We said farewell to this masterful painting this week as it went off to its new home.

While the painting was here it was nice to remember Stan, the artist’s father and the painting’s subject, wandering the floors of the gallery from one show to the next, with the realisation gradually hardening that his son had indeed as he liked to say, done good.

Nathan Ford Monument Oil on Panel 122 x 170 cm

Thinking of Stan, these apt lines roll over one another and finish with a wonderful flourish…

When to the sessions of sweet silent thought

I summon up remembrance of things past,

I sigh the lack of many a thing I sought,

And with old woes new wail my dear time’s waste:

Then can I drown an eye, unus’d to flow,

For precious friends hid in death’s dateless night,

And weep afresh love’s long since cancell’d woe,

And moan th’ expense of many a vanish’d sight;

Then can I grieve at grievances foregone,

And heavily from woe to woe tell o’er

The sad account of fore-bemoaned moan,

Which I new pay as if not paid before.

But if the while I think on thee, dear friend,

All losses are restor’d, and sorrows end.

W Shakespeare Sonnet 30

So much of an artist’s work is solitary endeavour, some of it self-portrait, some exposition, some memento mori

Nathan Ford Another Sunday Morning Oil on Canvas 28 x 20 cm.
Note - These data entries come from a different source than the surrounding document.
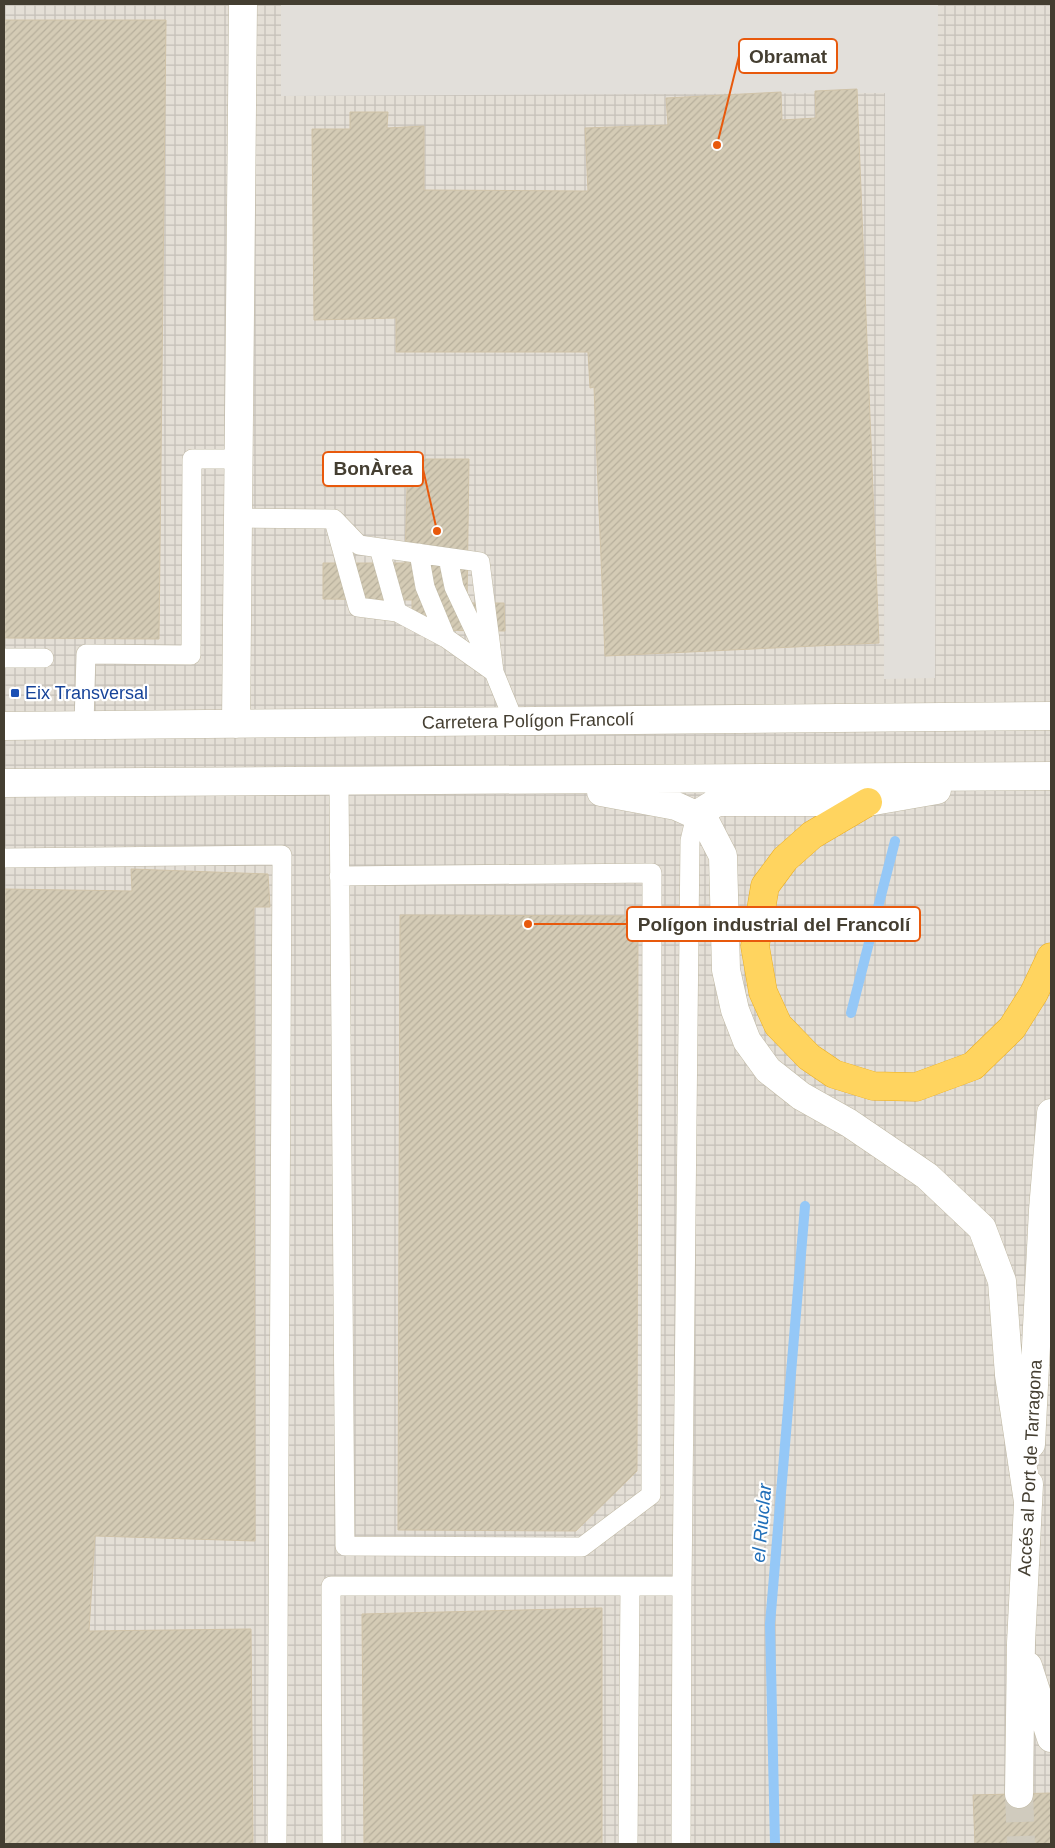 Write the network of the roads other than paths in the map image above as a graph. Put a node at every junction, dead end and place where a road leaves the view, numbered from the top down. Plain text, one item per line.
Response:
1 (243, 4) edge
2 (239, 459) junction
3 (238, 518) junction
4 (334, 519) junction
5 (379, 548) junction
6 (419, 553) junction
7 (448, 558) junction
8 (396, 612) junction
9 (446, 638) junction
10 (4, 658) edge
11 (44, 658) dead end
12 (494, 672) junction
13 (1051, 716) edge
14 (514, 721) junction
15 (236, 724) junction
16 (84, 725) junction
17 (4, 726) edge
18 (1051, 776) edge
19 (996, 777) junction
20 (546, 781) junction
21 (339, 782) junction
22 (4, 783) edge
23 (868, 802) junction
24 (696, 815) junction
25 (4, 858) edge
26 (339, 876) junction
27 (1051, 957) edge
28 (1051, 1114) edge
29 (1028, 1502) junction
30 (630, 1586) junction
31 (682, 1586) junction
32 (1021, 1643) junction
33 (1051, 1738) edge
34 (1019, 1794) tunnel mouth
35 (277, 1844) edge
36 (332, 1844) edge
37 (628, 1844) edge
38 (681, 1844) edge

1 - 2 street
2 - 3 street
2 - 16 lane
3 - 4 lane
3 - 15 street
4 - 5 lane
4 - 8 lane
5 - 6 lane
5 - 8 lane
6 - 7 lane
6 - 9 lane
7 - 12 lane
7 - 12 lane
8 - 9 lane
9 - 12 lane
10 - 11 lane
12 - 14 lane
13 - 14 street, Carretera Polígon Francolí
14 - 15 street, Carretera Polígon Francolí
15 - 16 street, Carretera Polígon Francolí
16 - 17 street, Carretera Polígon Francolí
18 - 19 street
19 - 20 street
19 - 23 street
20 - 21 street
20 - 24 street
21 - 22 street
21 - 26 lane
23 - 24 street
23 - 27 highway
24 - 29 street
24 - 31 lane
25 - 35 lane
26 - 26 lane
28 - 29 street, Accés al Port de Tarragona
29 - 32 street, Accés al Port de Tarragona
30 - 31 lane
30 - 36 lane
30 - 37 lane
31 - 38 lane
32 - 33 street, Accés al Port de Tarragona
32 - 34 street, Accés al Port de Tarragona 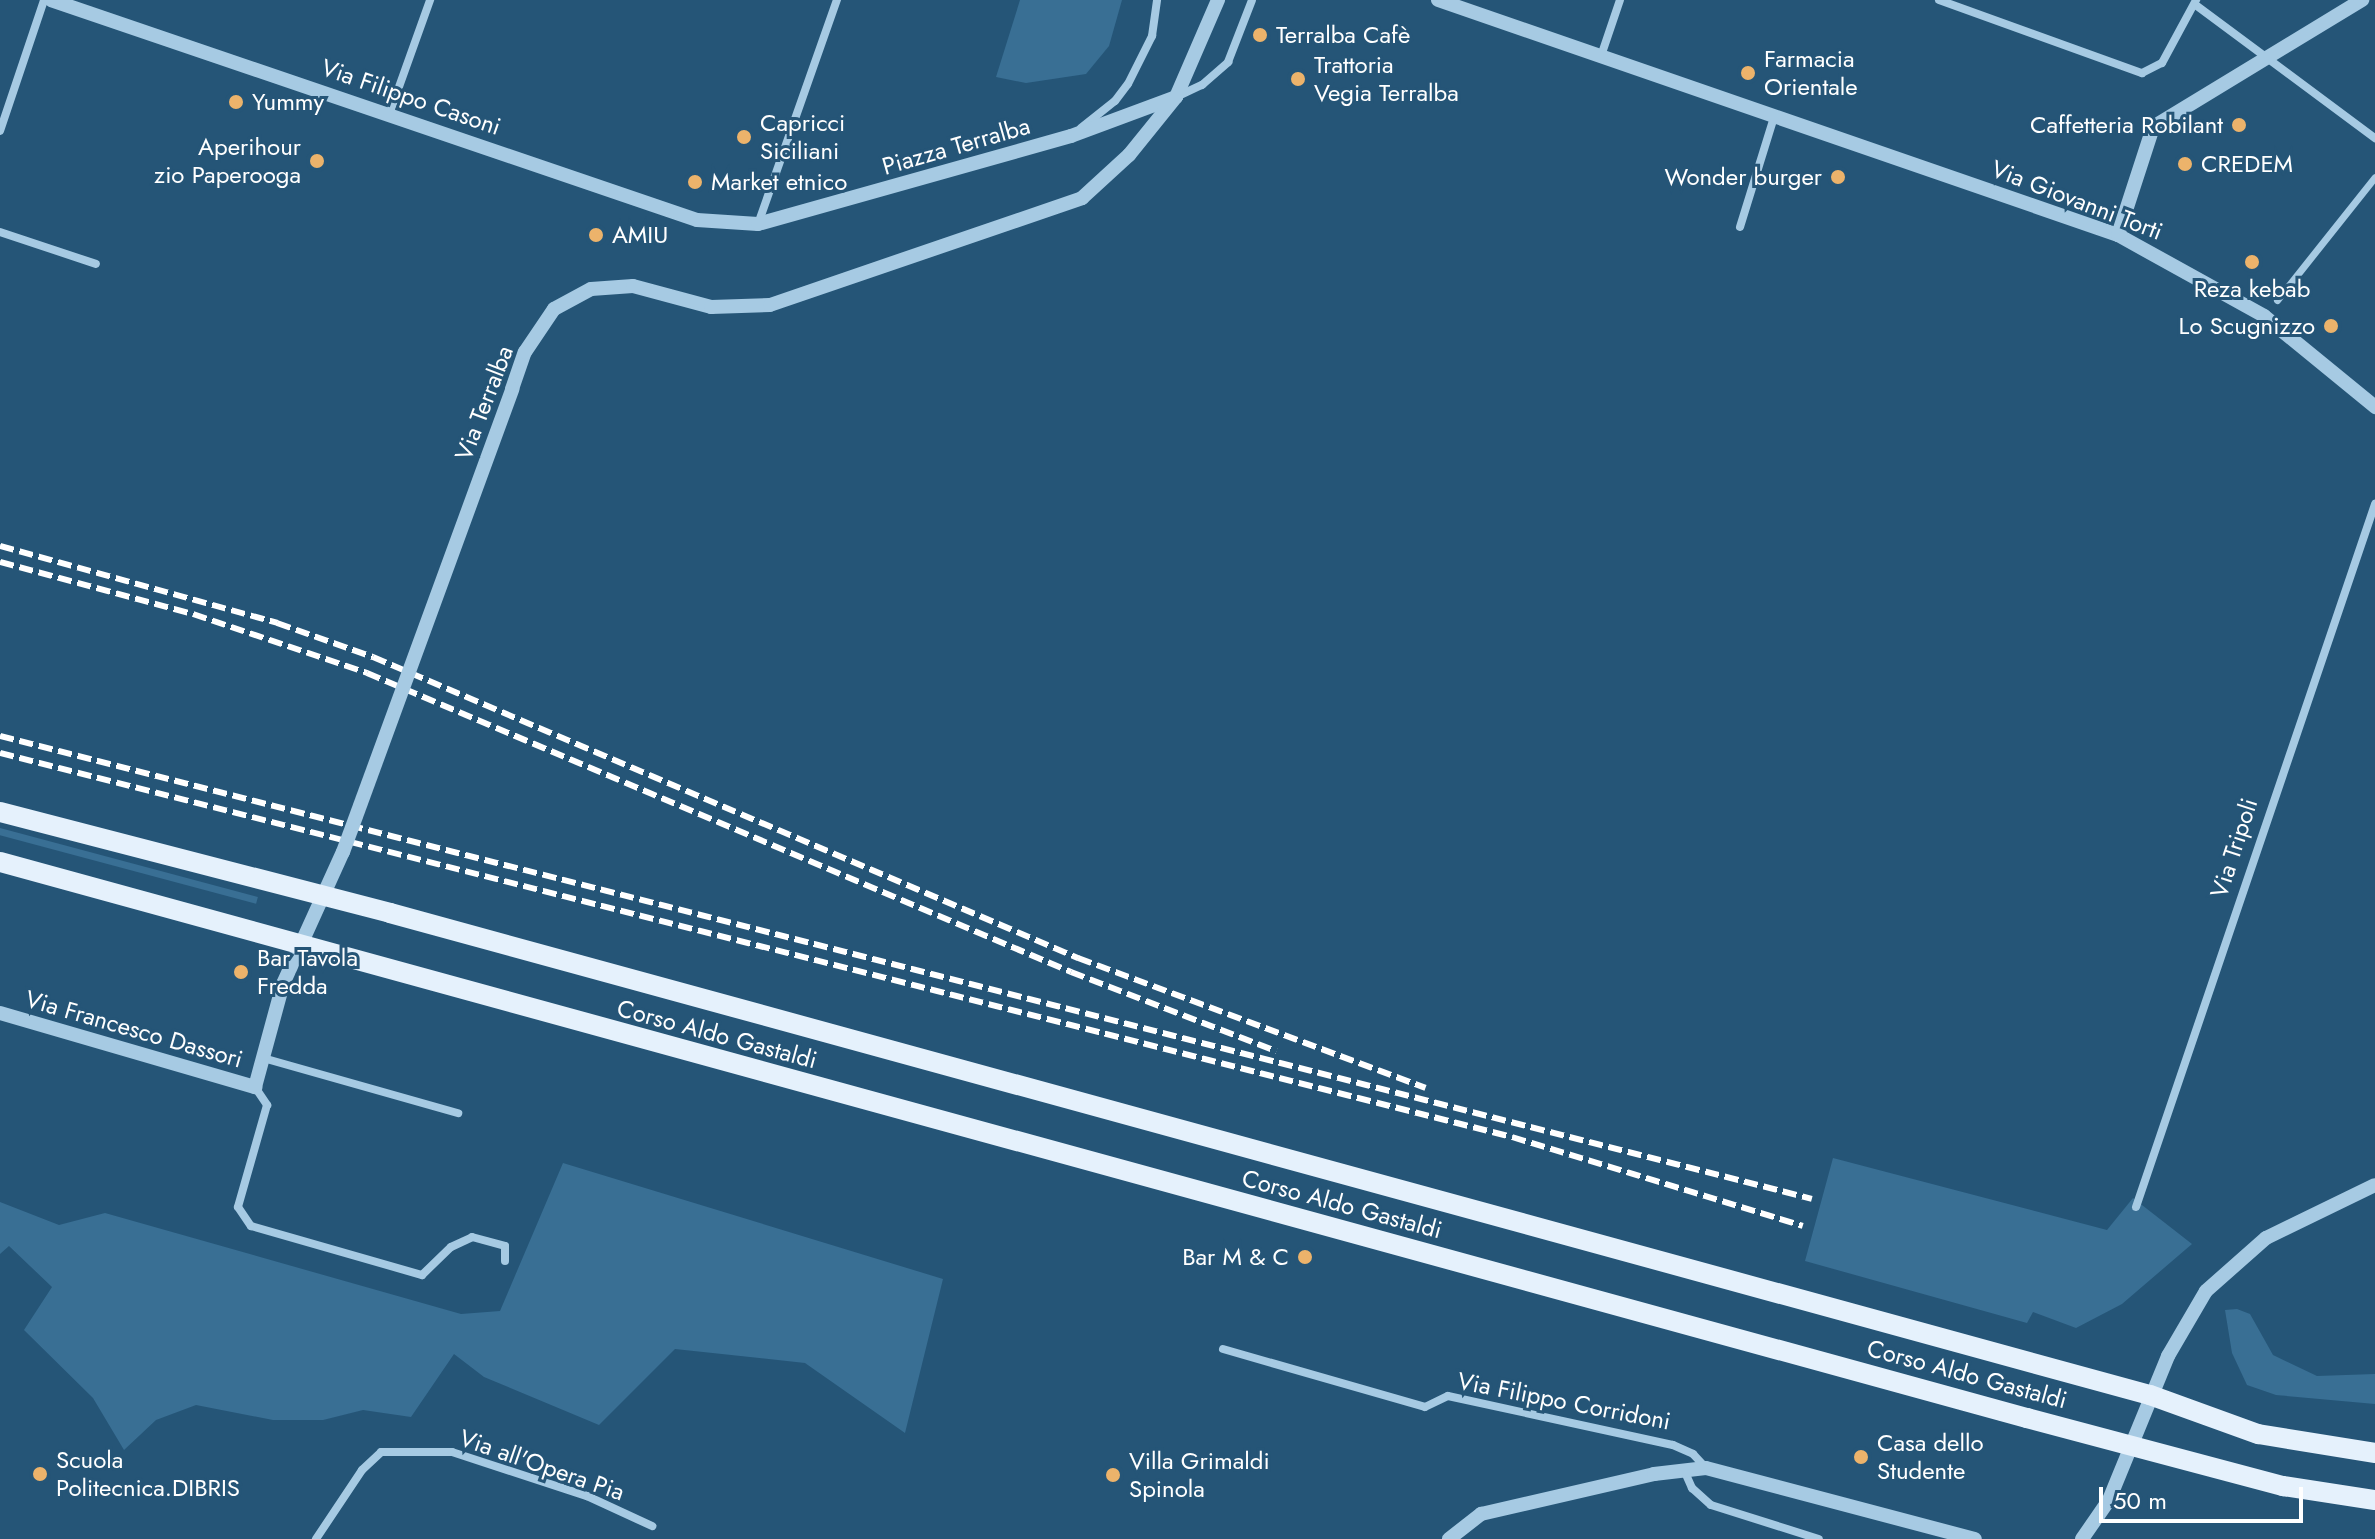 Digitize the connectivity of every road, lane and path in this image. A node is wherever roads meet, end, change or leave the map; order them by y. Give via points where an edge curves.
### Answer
1 (44, 0) edge
2 (51, 0) edge
3 (430, 0) edge
4 (837, 0) edge
5 (1157, 0) edge
6 (1218, 0) edge
7 (1252, 0) edge
8 (1438, 0) edge
9 (1620, 0) edge
10 (1939, 0) edge
11 (2362, 0) edge
12 (2197, 3) edge
13 (1601, 56) junction
14 (2266, 56) junction
15 (1176, 97) junction
16 (390, 112) junction
17 (1774, 117) junction
18 (0, 131) edge
19 (1071, 136) junction
20 (2375, 138) edge
21 (2375, 177) edge
22 (758, 224) junction
23 (1740, 227) dead end
24 (0, 232) edge
25 (2118, 235) junction
26 (96, 264) dead end
27 (2277, 300) dead end
28 (2375, 407) edge
29 (2375, 504) edge
30 (0, 812) edge
31 (0, 862) edge
32 (324, 896) junction
33 (298, 947) junction
34 (0, 1013) edge
35 (263, 1058) junction
36 (255, 1087) junction
37 (458, 1113) dead end
38 (2375, 1185) edge
39 (2136, 1207) dead end
40 (505, 1261) dead end
41 (1223, 1349) dead end
42 (2150, 1395) junction
43 (2132, 1442) junction
44 (2375, 1453) edge
45 (1706, 1468) junction
46 (1683, 1469) junction
47 (2375, 1500) edge
48 (652, 1526) dead end
49 (316, 1539) edge
50 (1449, 1539) edge
51 (1819, 1539) edge
52 (1975, 1539) edge
53 (2082, 1539) edge

1 - 18 street
2 - 16 street, Via Filippo Casoni
3 - 16 street
4 - 22 street
5 - 19 street, Piazza Terralba via 1152,36 1128,84
6 - 15 street
7 - 15 street, Piazza Terralba via 1228,62 1202,85
8 - 13 street, Via Giovanni Torti
9 - 13 street
10 - 12 street via 2130,70 2154,70 2162,63
11 - 14 street
12 - 14 street
13 - 17 street, Via Giovanni Torti
14 - 20 street
14 - 25 street via 2153,127
15 - 19 street, Piazza Terralba
15 - 32 street, Via Terralba, bridge via 1129,155 1082,198 770,305 711,307 633,286 591,289 554,309 525,352
16 - 22 street, Via Filippo Casoni via 697,220
17 - 23 street
17 - 25 street, Via Giovanni Torti
19 - 22 street, Piazza Terralba
21 - 27 street
24 - 26 street
25 - 28 street, Via Giovanni Torti via 2264,316
29 - 39 street, Via Tripoli
30 - 32 main road, Corso Aldo Gastaldi
31 - 33 main road, Corso Aldo Gastaldi
32 - 33 street
32 - 42 main road, Corso Aldo Gastaldi
33 - 35 street, Via Francesco Dassori
33 - 43 main road, Corso Aldo Gastaldi
34 - 36 street, Via Francesco Dassori
35 - 36 street, Via Francesco Dassori
35 - 37 street, Via Francesco Dassori
36 - 40 street, Via Francesco Dassori via 267,1105 238,1207 251,1226 422,1275 451,1247 472,1237 505,1246
38 - 42 street via 2266,1238 2230,1267 2206,1291
41 - 45 street, Via Filippo Corridoni via 1425,1407 1448,1396 1673,1445 1693,1454
42 - 43 street
42 - 44 main road, Corso Aldo Gastaldi via 2288,1442
43 - 47 main road, Corso Aldo Gastaldi via 2283,1486
43 - 53 street via 2109,1500
45 - 46 street, Via Filippo Corridoni
45 - 52 street, Via Filippo Corridoni
46 - 50 street, Via Filippo Corridoni via 1481,1514
46 - 51 street via 1692,1488 1711,1505
48 - 49 street, Via all'Opera Pia via 587,1496 452,1452 381,1452 362,1470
“In my photographic work I was always especially entranced, said Austerlitz, by the moment when the shadows of reality, so to speak, emerge out of nothing on the exposed paper,
as memories do in the middle of the night, darkening again if you try to cling to them, just like a photographic print left in the developing bath too long.”
-W G Sebald Austerlitz

Helen Simmonds Clematis, June 3rd Oil on Board 11 x 14 cm.

After a pre-Christmas and post New Year lull we are seeing more and more visitors into the gallery.

Lovely also to see as I sit here that Toppings bookshop opposite the gallery has enjoyed healthy footfall in its first few months of operation.

Seeing the warmth of the lights shining out from the gallery and the bookshop from the street is enticing (and calls to mind the paintings of Atkinson Grimshaw).

It is always cheering to see the golden lights within…

Lara Scobie S21. Low Bowl with Gold Interior Parian Clay and Gold Leaf 11 x 28 cm.

 

And finally, on remembering……

Atsuko Fujii Tomoshibi III Acrylic on Canvas 41 x 35 cm.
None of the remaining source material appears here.